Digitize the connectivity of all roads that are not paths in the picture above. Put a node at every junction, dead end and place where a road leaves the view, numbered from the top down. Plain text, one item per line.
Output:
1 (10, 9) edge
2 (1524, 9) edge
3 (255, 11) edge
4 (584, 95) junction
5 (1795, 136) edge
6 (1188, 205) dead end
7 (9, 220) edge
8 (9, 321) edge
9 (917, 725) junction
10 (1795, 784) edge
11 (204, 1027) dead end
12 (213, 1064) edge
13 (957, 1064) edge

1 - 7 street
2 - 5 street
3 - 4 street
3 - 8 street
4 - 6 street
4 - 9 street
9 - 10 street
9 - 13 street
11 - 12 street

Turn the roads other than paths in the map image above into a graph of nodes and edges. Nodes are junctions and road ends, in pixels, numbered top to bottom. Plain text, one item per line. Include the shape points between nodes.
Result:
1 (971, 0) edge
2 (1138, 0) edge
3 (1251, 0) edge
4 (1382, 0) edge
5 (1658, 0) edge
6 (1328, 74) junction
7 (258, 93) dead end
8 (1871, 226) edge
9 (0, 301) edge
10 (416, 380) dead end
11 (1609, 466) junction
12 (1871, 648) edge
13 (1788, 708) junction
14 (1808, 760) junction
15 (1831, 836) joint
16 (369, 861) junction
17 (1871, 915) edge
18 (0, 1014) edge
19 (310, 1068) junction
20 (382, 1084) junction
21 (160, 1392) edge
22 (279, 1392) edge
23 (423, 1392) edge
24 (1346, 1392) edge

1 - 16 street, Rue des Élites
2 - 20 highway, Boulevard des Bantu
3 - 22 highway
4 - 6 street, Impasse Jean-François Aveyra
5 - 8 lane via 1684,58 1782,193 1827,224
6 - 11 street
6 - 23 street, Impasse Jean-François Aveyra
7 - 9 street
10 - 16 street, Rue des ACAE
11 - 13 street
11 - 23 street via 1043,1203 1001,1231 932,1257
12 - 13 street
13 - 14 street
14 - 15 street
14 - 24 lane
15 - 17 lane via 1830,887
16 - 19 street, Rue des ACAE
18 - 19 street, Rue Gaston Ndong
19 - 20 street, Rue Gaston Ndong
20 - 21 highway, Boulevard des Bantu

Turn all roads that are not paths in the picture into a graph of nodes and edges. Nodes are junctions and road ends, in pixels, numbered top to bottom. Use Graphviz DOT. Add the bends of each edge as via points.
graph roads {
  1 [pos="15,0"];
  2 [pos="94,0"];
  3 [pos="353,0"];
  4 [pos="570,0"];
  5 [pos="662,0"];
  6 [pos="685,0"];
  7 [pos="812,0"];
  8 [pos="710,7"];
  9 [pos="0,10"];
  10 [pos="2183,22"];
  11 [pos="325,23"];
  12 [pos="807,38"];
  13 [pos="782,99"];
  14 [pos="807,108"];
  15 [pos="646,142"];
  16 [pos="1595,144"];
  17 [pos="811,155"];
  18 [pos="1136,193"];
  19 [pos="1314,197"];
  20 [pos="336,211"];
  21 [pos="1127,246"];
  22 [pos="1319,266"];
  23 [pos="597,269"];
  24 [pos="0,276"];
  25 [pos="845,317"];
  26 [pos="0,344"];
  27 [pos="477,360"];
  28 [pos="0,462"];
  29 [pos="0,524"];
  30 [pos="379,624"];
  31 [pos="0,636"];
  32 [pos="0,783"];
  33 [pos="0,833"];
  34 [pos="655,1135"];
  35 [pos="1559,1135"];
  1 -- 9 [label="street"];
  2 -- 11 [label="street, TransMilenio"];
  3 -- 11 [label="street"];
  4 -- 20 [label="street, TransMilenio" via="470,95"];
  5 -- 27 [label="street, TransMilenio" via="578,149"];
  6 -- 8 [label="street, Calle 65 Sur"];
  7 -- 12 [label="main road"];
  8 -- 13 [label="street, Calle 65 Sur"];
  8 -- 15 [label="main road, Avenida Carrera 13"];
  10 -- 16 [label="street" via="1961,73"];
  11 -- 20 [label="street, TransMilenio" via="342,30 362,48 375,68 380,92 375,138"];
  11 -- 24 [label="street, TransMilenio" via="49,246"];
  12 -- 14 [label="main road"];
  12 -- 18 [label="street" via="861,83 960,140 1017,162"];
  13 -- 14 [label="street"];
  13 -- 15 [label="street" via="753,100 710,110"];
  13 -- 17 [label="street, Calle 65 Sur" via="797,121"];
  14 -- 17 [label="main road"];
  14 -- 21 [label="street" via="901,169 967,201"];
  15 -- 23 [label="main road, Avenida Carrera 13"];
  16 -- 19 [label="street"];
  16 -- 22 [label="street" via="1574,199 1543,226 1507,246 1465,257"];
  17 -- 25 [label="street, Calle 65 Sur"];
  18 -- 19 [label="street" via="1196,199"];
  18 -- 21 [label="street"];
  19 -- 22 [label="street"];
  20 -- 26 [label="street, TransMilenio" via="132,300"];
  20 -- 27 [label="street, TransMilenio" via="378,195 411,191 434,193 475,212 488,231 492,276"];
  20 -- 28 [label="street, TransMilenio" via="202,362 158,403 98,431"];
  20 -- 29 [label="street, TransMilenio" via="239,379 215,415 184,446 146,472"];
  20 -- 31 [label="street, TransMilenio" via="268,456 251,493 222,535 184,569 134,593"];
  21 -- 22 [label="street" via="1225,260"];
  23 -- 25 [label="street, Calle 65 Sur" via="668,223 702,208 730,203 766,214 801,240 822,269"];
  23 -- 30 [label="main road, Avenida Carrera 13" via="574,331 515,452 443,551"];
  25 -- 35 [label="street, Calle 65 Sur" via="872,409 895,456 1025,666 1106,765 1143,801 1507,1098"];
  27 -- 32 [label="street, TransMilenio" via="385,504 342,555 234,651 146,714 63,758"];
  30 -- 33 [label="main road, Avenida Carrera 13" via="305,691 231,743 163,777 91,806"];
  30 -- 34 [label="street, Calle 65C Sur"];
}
---+---
- _TRY IT_:
Please return each line of the listing above that contains "highway".

- _THE ANSWER_:
2 - 20 highway, Boulevard des Bantu
3 - 22 highway
20 - 21 highway, Boulevard des Bantu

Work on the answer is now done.